Sandal Jepit Ma’ruf


 Sebenarnya artikel ini tidak terlalu penting, tapi bisa teman teman baca ketika luang.

Perkenalkan namaku Ma’ruf Cahyadi yaps.. ini ceritaku masa lalu ketika aku SD. Aku tinggal di dusun yang berlokasi dipuncak pegunungan, waktu aku SD aku adalah anak yang imut, nggemesin, aneh, lucu, tapi nakal itulah yang saya tangkap ketika teman-teman dan orangtuaku bilang. Setidaknya ketika aku di SD sudah menorehkan tinta EMAS, setidaknya aku pernah juara kelas 1 kali, aku raih kelas 1, di triwulan 1, dan lebih konyolnya lagi hanya sekali itu waktu SD mendapatkan Ranking 1, setelah itu tidak mendapatkan ranking. SD tahun 2000 awal milenium. Aku terlahir di keluarga sederhana di rumah kampungan dengan tembok anyaman bambu yang kami bilang “gedhek”. Rumah ku terletak agak di atas tebing yang memisahkan kebon pekarangan keluargaku dengan jalan dan pekarangan tetangga.
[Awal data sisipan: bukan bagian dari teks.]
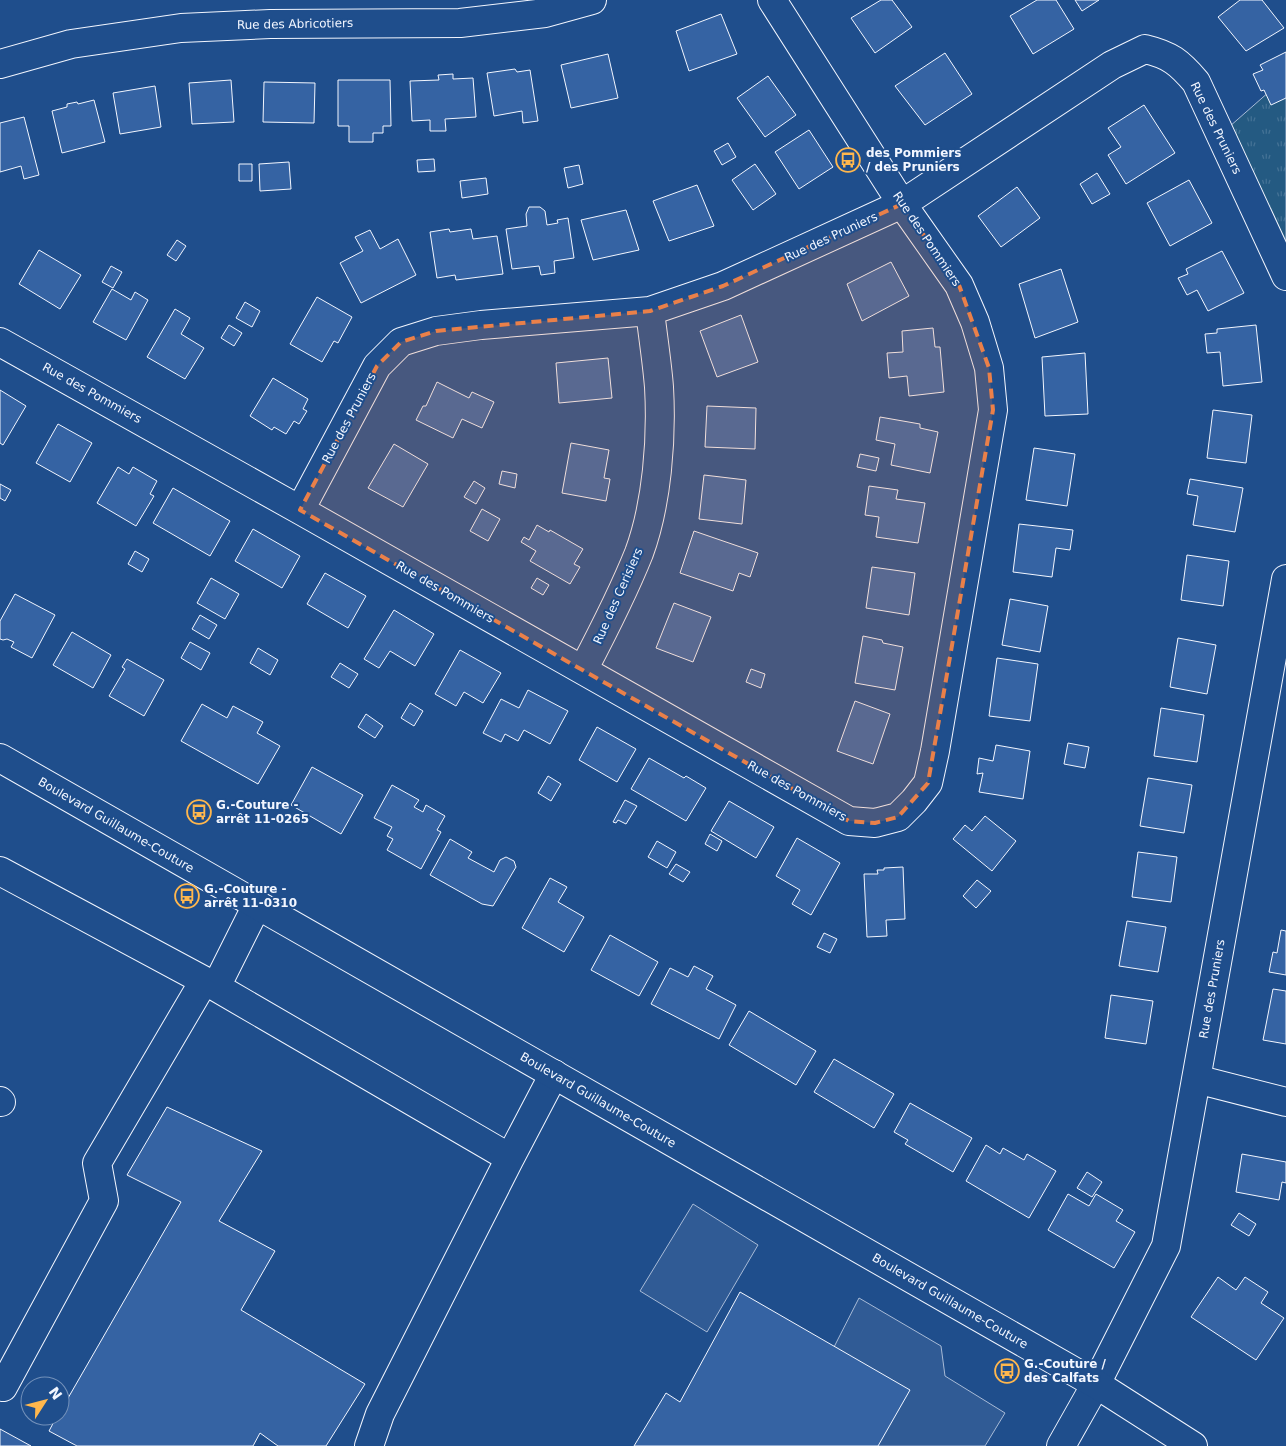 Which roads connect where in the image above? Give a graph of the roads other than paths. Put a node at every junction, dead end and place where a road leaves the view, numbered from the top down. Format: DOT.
graph roads {
  1 [pos="592,0"];
  2 [pos="772,0"];
  3 [pos="0,64"];
  4 [pos="902,204"];
  5 [pos="1286,276"];
  6 [pos="650,312"];
  7 [pos="0,342"];
  8 [pos="300,510"];
  9 [pos="1286,579"];
  10 [pos="583,670"];
  11 [pos="0,758"];
  12 [pos="0,871"];
  13 [pos="257,905"];
  14 [pos="210,984"];
  15 [pos="554,1074"];
  16 [pos="1196,1079"];
  17 [pos="1286,1102"];
  18 [pos="510,1158"];
  19 [pos="1096,1384"];
  20 [pos="3,1387"];
  21 [pos="369,1446"];
  22 [pos="1061,1446"];
  23 [pos="1193,1446"];
  1 -- 3 [label="street, Rue des Abricotiers"];
  2 -- 4 [label="street, Rue des Pommiers"];
  4 -- 5 [label="street, Rue des Pruniers"];
  4 -- 6 [label="street, Rue des Pruniers"];
  4 -- 10 [label="street, Rue des Pommiers"];
  6 -- 8 [label="street, Rue des Pruniers"];
  6 -- 10 [label="street, Rue des Cerisiers"];
  7 -- 8 [label="street, Rue des Pommiers"];
  8 -- 10 [label="street, Rue des Pommiers"];
  9 -- 16 [label="street, Rue des Pruniers"];
  11 -- 13 [label="street, Boulevard Guillaume-Couture"];
  12 -- 14 [label="street"];
  13 -- 14 [label="street"];
  13 -- 15 [label="street, Boulevard Guillaume-Couture"];
  14 -- 18 [label="street"];
  14 -- 20 [label="street"];
  15 -- 18 [label="street"];
  15 -- 19 [label="street, Boulevard Guillaume-Couture"];
  16 -- 17 [label="street"];
  16 -- 19 [label="street, Rue des Pruniers"];
  18 -- 21 [label="street"];
  19 -- 22 [label="street, Rue des Pruniers"];
  19 -- 23 [label="street, Boulevard Guillaume-Couture"];
}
Kata tetanggaku pekaranganku angker, ya sering di jumpai suara-suara aneh waktu siang hari, ataupun waktu malam hari, sampai-sampai simbah saya pun takut ketika mampir di rumahku karena terdengar suara prajurit yang baris dengan suara sepatu “prok-prok-prok-prok” (yaa... kayak orang lagi baris paskibra begitulah..). Jarak antara rumahku dengan tetangga relatif jauh 100 meter-an. Barat pekarangan ada persawahan setelah itu makam, di utara pada waktu tahun 2000an hanyalah pekarangan yang tak terawat, di timur dan selatan baru ada tetangga.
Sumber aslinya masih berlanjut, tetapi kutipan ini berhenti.